**Problem description**
The response should be exactly the number of lines in the material below that contain the word "Alex".

**Material shown**
____________

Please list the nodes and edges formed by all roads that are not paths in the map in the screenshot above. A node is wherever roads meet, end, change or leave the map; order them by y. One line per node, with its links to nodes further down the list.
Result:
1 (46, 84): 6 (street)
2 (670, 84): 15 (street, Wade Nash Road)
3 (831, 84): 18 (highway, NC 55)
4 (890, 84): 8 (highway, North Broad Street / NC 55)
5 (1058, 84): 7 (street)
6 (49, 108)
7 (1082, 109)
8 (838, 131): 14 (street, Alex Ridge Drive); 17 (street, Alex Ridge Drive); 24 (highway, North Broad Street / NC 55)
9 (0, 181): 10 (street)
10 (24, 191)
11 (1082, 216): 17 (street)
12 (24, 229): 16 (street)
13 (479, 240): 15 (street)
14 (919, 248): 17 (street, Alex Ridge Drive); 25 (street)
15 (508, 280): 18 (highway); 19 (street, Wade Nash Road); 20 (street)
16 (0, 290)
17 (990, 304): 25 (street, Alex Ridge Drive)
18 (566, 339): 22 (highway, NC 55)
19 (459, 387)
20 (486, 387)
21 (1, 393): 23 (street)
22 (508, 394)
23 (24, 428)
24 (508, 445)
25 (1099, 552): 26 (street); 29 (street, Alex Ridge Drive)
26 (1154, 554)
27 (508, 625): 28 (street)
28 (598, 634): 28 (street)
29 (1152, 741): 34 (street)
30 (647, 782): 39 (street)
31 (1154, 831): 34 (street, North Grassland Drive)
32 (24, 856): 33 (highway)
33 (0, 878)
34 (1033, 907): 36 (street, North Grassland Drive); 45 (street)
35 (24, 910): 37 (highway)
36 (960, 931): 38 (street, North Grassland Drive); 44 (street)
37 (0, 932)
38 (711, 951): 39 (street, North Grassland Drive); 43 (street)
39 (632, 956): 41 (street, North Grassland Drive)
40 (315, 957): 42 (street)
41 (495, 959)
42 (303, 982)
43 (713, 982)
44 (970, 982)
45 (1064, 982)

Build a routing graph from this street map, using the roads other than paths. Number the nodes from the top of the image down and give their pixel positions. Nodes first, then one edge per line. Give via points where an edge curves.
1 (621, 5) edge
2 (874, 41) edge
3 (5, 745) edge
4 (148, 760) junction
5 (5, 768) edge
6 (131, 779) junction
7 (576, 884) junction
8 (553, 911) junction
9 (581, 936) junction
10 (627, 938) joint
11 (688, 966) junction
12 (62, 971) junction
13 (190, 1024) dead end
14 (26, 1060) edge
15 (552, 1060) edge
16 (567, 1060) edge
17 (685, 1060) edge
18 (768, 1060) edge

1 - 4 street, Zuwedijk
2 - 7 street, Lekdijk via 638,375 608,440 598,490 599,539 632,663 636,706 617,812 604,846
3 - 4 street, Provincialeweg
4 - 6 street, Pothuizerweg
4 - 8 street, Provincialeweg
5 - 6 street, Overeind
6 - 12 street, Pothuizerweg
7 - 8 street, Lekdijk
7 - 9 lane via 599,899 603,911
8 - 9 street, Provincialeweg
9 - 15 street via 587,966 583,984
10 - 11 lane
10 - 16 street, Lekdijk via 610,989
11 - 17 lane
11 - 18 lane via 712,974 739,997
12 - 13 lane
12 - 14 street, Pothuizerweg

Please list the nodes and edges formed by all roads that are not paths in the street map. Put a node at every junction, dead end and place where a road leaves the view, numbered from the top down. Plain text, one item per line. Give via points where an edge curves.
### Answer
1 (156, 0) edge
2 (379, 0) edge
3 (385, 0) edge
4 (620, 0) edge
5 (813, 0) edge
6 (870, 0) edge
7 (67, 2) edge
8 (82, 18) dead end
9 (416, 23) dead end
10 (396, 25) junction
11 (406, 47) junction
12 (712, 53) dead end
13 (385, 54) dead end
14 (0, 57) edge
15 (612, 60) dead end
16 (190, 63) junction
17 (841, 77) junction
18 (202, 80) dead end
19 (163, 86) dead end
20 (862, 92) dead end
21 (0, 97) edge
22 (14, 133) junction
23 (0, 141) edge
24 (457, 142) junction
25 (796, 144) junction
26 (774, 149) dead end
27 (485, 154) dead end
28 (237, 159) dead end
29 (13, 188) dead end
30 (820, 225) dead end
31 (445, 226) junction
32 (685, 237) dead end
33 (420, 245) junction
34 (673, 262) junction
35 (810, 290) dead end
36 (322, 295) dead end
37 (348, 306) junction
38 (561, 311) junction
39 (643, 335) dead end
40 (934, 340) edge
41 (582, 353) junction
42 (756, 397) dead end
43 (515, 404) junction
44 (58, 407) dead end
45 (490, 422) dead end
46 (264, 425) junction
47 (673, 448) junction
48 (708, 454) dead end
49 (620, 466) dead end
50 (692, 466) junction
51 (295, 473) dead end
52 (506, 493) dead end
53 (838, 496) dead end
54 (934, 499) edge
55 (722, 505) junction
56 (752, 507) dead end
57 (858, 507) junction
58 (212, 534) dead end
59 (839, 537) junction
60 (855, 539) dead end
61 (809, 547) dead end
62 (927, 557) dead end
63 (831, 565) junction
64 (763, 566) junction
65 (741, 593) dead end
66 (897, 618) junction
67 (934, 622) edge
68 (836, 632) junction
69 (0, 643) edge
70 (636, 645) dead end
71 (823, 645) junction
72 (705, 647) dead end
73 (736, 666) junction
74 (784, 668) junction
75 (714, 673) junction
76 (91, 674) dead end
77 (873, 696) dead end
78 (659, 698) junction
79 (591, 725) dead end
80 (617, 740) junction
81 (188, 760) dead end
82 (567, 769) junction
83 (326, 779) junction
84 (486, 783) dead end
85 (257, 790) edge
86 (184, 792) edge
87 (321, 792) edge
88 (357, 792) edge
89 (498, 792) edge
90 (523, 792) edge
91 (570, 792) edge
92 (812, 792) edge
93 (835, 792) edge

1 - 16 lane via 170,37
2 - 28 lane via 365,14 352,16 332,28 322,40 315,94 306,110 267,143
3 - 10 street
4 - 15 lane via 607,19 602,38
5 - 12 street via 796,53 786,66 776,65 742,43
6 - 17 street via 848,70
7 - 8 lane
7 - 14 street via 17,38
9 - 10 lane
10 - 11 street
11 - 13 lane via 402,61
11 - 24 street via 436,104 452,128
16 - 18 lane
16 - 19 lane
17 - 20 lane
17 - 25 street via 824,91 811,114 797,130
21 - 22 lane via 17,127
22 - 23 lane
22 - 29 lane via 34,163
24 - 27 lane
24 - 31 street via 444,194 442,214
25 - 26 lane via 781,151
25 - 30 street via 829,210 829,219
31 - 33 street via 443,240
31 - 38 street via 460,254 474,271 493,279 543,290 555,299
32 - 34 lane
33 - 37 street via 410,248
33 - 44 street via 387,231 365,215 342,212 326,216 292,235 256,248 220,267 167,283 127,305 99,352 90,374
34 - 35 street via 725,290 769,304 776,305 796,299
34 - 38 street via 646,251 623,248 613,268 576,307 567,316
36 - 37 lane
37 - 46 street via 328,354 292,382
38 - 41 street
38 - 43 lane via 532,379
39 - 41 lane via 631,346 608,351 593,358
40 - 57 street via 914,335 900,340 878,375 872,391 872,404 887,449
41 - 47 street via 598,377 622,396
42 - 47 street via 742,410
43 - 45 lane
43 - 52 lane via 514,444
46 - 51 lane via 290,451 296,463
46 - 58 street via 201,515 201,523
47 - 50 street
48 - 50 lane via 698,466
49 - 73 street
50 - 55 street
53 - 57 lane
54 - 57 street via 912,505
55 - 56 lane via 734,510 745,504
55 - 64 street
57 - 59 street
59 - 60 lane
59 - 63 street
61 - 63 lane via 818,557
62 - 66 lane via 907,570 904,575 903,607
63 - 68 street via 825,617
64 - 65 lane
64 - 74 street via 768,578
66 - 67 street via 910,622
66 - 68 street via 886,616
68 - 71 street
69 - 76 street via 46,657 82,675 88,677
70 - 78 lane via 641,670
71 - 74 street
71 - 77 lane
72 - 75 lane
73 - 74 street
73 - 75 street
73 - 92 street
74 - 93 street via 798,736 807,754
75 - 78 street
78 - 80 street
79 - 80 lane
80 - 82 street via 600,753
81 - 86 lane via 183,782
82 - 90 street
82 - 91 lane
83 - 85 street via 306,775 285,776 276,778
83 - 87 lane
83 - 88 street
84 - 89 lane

____________

**Task response**
4